Monday, September 28, 2015

Western Wildfires Take Toll on Ham Community

The rash of wildfires in the western U.S. this summer has taken a significant toll on the ham community. Sixty-six-year-old Mark McCloud, K6YCV, of Caleveras County, California, was one of two people who died in the Butte fire in mid-September after refusing to follow an evacuation order. According to the ARRL Letter, the county coroner said McCloud and the other victim were both found dead in their homes, which were destroyed by the fire. 
The Lake Chelan Amateur Radio Club's 2- and 6-meter
repeaters, housed in the building seen here, were
destroyed by the First Creek fire. (Photo from the Lake
Chelan ARC website,

In Washington State, the First Creek fire in late August destroyed two repeaters belonging to the Lake Chelan Amateur Radio Club. The ARRL Letter reported that the building housing the club's 2-meter and 6-meter repeaters was completely leveled by the fire.

Hams up and down the west coast provided communications support for a variety of firefighting efforts. 

Sheriff's Deputy/Ham Killed in Line of Duty

Courtesy Okaloosa County Sheriff's Dept. website
Okaloosa County, Florida, Sheriff's Deputy William Myers, KK4KF, was shot and killed while attempting to serve an injunction in a domestic violence case. Newsline reports that Myers, 64, of Shalimar, Florida, was attempting to serve a restraining order on 33-year-old Joel Smith when Smith pulled out a gun and shot him. Myers died of his injuries a short time later. Smith was later shot and killed by police during a standoff at a nearby hotel.

According to the Okaloosa County Sheriff's Department website, an estimated 2000 people attended a memorial service for Myers on Sept. 28, including Florida Governor Rick Scott and state Attorney General Pam Bondi. 

Special Event Stations Mark Pope's US Visit


A string of special event stations stretching from New York to Virginia took to the amateur airwaves the last week in September in honor of Pope Francis's visit to the United States. The leader of the Roman Catholic Church made stops in Washington, DC; New York City and Philadelphia. 

According to Newsline, four radio clubs in the region teamed up to operate at least as many special event stations, and expected to make between 20,000 and 50,000 total contacts. The Potomac Valley Radio Club operated N4P in northern Virginia and K3P in the DC/Maryland area; while the Frankford Radio Club and Holmesburg Amateur Radio Club in the Philadelphia area operated W3FRC/WMF (for World Meeting of Families, which the Pope was attending in Philadelphia) and WM3PEN, respectively, in addition to a separate W3P special event station; and K2P was on the air in New York City and southern New Jersey. The New York end of the operation was anchored by the Great South Bay Amateur Radio Club. 

QSL information is available at <>.

Progress on 60 Meters Ahead of WRC-15

The International Telecommunication Union's 2015 World Radiocommunication Conference (WRC-15) will be held this fall in Geneva, Switzerland.

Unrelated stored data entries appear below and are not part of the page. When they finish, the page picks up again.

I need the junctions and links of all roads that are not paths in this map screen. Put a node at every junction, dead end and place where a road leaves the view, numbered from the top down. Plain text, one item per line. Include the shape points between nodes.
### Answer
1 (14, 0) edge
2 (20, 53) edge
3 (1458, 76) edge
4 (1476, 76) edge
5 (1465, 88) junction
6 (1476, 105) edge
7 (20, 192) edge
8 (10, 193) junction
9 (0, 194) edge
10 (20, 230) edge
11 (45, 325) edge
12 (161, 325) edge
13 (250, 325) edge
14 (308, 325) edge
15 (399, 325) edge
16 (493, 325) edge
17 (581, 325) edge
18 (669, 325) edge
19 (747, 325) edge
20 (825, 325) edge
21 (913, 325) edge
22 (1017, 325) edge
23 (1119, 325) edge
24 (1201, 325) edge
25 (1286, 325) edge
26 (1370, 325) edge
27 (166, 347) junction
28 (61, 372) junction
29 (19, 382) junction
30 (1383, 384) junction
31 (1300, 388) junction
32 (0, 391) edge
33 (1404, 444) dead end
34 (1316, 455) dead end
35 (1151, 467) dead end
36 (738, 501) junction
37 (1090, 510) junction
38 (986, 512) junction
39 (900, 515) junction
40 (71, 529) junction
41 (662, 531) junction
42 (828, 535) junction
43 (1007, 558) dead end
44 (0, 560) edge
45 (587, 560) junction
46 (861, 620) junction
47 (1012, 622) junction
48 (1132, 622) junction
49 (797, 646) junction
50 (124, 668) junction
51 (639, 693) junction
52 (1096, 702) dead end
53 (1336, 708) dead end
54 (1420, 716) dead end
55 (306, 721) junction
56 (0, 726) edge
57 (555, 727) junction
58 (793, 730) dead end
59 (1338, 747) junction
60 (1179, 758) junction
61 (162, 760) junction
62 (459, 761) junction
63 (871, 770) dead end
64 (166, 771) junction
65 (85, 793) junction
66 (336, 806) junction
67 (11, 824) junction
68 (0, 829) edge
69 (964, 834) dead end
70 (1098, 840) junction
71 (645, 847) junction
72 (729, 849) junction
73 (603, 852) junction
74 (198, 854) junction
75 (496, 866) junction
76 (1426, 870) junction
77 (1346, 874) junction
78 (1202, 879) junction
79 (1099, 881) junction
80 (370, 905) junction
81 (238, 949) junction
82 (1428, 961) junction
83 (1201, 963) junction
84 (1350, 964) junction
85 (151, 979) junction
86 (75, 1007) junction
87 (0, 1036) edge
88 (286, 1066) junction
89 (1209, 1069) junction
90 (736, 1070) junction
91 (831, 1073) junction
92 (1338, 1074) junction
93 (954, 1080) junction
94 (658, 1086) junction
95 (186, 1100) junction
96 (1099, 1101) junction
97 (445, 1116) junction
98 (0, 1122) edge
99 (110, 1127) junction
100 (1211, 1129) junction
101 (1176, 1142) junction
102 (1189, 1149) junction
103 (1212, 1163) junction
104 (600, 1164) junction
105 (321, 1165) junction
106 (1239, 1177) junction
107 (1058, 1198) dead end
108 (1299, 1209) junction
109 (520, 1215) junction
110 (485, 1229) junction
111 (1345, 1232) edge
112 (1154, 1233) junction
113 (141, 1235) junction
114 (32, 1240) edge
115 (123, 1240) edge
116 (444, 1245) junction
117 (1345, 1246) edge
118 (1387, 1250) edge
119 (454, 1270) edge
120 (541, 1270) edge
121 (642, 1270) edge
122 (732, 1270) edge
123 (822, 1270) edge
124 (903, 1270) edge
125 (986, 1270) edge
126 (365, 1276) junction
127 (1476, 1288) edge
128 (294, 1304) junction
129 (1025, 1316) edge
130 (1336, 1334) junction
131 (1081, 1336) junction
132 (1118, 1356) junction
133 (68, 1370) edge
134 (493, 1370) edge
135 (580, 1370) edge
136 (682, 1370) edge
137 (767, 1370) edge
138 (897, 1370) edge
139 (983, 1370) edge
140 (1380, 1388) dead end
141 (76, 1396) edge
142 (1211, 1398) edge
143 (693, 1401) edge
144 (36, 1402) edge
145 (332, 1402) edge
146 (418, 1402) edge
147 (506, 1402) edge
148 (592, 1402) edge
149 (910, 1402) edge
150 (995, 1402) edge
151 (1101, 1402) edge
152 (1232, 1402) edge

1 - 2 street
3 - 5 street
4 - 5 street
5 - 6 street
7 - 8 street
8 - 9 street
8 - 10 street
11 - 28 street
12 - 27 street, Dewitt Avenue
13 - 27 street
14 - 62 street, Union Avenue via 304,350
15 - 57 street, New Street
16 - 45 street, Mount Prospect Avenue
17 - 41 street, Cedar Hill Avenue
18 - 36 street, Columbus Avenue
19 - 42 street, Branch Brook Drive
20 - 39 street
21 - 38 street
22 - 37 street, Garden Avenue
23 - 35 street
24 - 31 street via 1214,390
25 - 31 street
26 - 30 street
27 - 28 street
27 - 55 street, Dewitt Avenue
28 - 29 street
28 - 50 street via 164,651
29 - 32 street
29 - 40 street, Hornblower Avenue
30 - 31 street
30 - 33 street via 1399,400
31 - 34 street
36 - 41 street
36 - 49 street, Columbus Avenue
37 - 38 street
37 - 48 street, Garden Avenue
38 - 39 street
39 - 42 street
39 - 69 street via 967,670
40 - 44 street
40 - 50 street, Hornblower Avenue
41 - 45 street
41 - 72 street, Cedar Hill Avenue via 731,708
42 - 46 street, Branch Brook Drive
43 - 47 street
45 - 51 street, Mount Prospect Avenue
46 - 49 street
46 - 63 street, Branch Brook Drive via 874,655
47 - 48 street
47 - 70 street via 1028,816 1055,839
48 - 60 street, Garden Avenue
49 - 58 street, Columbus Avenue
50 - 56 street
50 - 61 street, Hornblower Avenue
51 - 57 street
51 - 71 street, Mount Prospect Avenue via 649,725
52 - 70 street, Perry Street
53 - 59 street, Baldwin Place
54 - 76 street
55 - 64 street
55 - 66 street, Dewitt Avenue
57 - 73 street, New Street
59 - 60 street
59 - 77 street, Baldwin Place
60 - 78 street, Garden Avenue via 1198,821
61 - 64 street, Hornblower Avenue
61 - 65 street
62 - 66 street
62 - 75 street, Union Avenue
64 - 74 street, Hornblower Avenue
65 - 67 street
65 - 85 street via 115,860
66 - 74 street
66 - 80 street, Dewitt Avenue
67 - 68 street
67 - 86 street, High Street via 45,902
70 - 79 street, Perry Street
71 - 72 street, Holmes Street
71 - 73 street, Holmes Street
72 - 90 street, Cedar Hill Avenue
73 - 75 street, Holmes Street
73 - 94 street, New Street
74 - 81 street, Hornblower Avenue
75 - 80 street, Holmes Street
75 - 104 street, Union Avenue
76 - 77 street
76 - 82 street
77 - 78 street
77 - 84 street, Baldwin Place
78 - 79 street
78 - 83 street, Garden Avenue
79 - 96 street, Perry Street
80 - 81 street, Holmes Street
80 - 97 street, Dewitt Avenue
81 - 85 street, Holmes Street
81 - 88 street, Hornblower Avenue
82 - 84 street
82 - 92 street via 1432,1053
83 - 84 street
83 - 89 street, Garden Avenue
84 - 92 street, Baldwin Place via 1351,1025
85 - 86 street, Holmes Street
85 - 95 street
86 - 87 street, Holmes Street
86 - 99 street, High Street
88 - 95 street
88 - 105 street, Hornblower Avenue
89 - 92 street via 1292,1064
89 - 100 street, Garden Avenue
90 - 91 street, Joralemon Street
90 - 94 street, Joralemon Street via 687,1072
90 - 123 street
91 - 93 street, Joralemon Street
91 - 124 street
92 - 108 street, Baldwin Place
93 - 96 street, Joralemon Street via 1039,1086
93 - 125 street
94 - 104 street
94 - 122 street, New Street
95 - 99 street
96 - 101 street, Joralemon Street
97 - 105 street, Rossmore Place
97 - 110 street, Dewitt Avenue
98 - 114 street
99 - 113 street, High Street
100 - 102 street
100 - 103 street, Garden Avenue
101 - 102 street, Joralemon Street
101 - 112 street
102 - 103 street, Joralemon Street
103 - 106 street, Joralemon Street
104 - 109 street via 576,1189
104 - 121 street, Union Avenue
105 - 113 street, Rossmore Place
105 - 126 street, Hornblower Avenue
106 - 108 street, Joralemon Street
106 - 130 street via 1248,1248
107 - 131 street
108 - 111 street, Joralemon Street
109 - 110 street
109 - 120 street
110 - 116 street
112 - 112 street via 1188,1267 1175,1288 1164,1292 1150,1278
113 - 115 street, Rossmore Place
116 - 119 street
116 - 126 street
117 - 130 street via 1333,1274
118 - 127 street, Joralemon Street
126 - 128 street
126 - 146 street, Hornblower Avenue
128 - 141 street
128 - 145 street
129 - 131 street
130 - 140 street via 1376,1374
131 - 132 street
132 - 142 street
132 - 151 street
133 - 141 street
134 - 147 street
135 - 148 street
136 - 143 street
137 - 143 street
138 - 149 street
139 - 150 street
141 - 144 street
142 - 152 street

Delegates representing ITU member countries will vote on international telecommunication policy issues during the nearly monthlong conference (Nov. 2-27). 

Of primary interest to hams are competing proposals to create a worldwide secondary amateur allocation at 5 MHz (60 meters). The South African Radio League reported in mid-September that Europe's ITU members had agreed to a European Common Proposal to create a 100-kHz allocation between 5350 and 5450 kHz. 

There was no word at press time as to whether other countries or blocs of countries were falling in line behind this proposal or sticking to others. Sixty meters in the U.S. is available on a very limited, channelized, basis.

Growing Number of Ham Band Intrusions Reported

The International Amateur Radio Union's Region 1 Monitoring System is reporting a growing number of non-amateur intrusions on the HF ham bands. According to Newsline, monitors in Europe are picking up Russian navy transmissions as well as Russian and Iranian over-the-horizon radar on 20 meters, Chinese over-the-horizon radar on 75 meters, Spanish fishing boats on all HF bands and taxi drivers from various countries on 10 meters.

Chinese Satellite Cluster Finally Launched

 After multiple delays, China launched a group of nine satellites carrying amateur radio into orbit on September 19th. All traveled together on a single launch vehicle.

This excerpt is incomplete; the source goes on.